- Recorded information
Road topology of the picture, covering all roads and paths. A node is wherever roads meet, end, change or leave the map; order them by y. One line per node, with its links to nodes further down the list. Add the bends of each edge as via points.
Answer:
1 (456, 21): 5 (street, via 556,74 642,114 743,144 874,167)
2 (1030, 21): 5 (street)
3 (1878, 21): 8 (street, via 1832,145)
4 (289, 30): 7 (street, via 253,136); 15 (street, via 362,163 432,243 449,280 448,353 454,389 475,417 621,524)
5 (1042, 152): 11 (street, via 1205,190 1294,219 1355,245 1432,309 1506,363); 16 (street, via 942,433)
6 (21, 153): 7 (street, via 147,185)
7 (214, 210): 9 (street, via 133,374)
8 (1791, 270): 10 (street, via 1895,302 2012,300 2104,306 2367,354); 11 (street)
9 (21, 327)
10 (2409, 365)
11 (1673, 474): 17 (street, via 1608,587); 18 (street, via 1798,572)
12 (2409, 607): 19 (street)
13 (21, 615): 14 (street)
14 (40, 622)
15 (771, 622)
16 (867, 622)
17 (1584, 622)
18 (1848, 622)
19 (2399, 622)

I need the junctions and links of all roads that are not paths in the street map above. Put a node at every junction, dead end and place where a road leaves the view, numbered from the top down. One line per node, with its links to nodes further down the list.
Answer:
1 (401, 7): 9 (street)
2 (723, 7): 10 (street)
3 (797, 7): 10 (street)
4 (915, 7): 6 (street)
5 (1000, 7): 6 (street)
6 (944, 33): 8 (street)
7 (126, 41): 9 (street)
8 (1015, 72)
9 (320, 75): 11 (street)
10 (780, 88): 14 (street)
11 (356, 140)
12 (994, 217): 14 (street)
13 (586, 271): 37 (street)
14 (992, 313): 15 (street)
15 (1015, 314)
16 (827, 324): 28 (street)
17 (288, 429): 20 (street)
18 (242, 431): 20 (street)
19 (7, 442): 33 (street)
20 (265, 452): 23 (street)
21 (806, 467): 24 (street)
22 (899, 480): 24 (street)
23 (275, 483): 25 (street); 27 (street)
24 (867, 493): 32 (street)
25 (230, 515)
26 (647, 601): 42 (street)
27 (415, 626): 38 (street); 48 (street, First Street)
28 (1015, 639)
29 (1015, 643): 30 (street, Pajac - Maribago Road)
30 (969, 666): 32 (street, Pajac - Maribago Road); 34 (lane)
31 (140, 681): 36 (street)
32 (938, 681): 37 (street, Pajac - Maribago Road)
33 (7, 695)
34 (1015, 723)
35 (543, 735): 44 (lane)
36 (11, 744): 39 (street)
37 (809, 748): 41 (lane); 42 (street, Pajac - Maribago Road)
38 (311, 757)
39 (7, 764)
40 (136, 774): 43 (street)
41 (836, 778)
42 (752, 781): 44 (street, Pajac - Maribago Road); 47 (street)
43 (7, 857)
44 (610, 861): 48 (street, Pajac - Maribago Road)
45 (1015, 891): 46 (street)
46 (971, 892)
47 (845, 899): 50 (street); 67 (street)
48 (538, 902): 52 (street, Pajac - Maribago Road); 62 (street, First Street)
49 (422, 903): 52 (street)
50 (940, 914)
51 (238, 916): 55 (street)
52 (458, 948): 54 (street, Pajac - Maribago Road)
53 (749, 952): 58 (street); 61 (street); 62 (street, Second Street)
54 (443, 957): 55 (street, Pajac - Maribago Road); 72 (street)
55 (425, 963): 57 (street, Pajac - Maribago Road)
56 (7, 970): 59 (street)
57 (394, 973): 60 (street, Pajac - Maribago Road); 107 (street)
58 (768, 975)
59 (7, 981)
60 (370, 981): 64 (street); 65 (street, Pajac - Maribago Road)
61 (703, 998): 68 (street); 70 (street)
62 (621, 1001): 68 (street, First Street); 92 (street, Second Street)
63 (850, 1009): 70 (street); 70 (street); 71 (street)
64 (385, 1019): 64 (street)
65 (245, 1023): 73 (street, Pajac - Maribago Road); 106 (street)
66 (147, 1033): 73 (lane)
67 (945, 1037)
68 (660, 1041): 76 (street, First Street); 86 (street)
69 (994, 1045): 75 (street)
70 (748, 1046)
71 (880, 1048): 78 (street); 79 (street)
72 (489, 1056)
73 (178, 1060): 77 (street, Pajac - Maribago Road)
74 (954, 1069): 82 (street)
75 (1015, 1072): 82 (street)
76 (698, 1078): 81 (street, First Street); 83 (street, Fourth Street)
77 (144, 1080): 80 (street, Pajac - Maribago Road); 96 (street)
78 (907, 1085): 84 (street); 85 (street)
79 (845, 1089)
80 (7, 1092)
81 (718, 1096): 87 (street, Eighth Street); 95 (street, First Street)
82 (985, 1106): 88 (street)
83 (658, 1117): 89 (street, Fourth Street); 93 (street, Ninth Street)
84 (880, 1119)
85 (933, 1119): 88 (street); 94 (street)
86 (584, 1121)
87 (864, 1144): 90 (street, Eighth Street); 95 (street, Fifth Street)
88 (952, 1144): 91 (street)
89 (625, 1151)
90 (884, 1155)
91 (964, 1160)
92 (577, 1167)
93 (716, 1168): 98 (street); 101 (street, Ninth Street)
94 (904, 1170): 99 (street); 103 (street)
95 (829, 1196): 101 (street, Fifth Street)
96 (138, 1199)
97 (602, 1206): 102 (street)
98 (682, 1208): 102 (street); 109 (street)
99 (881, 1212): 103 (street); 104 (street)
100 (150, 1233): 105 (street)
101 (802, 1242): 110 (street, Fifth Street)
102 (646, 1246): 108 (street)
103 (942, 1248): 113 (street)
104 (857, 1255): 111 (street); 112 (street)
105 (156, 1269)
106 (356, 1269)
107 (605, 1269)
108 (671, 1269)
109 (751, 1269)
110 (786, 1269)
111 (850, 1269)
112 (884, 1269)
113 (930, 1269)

- The task
Take every line above that includes "Fourth" and list it.

- Solved exercise
76 (698, 1078): 81 (street, First Street); 83 (street, Fourth Street)
83 (658, 1117): 89 (street, Fourth Street); 93 (street, Ninth Street)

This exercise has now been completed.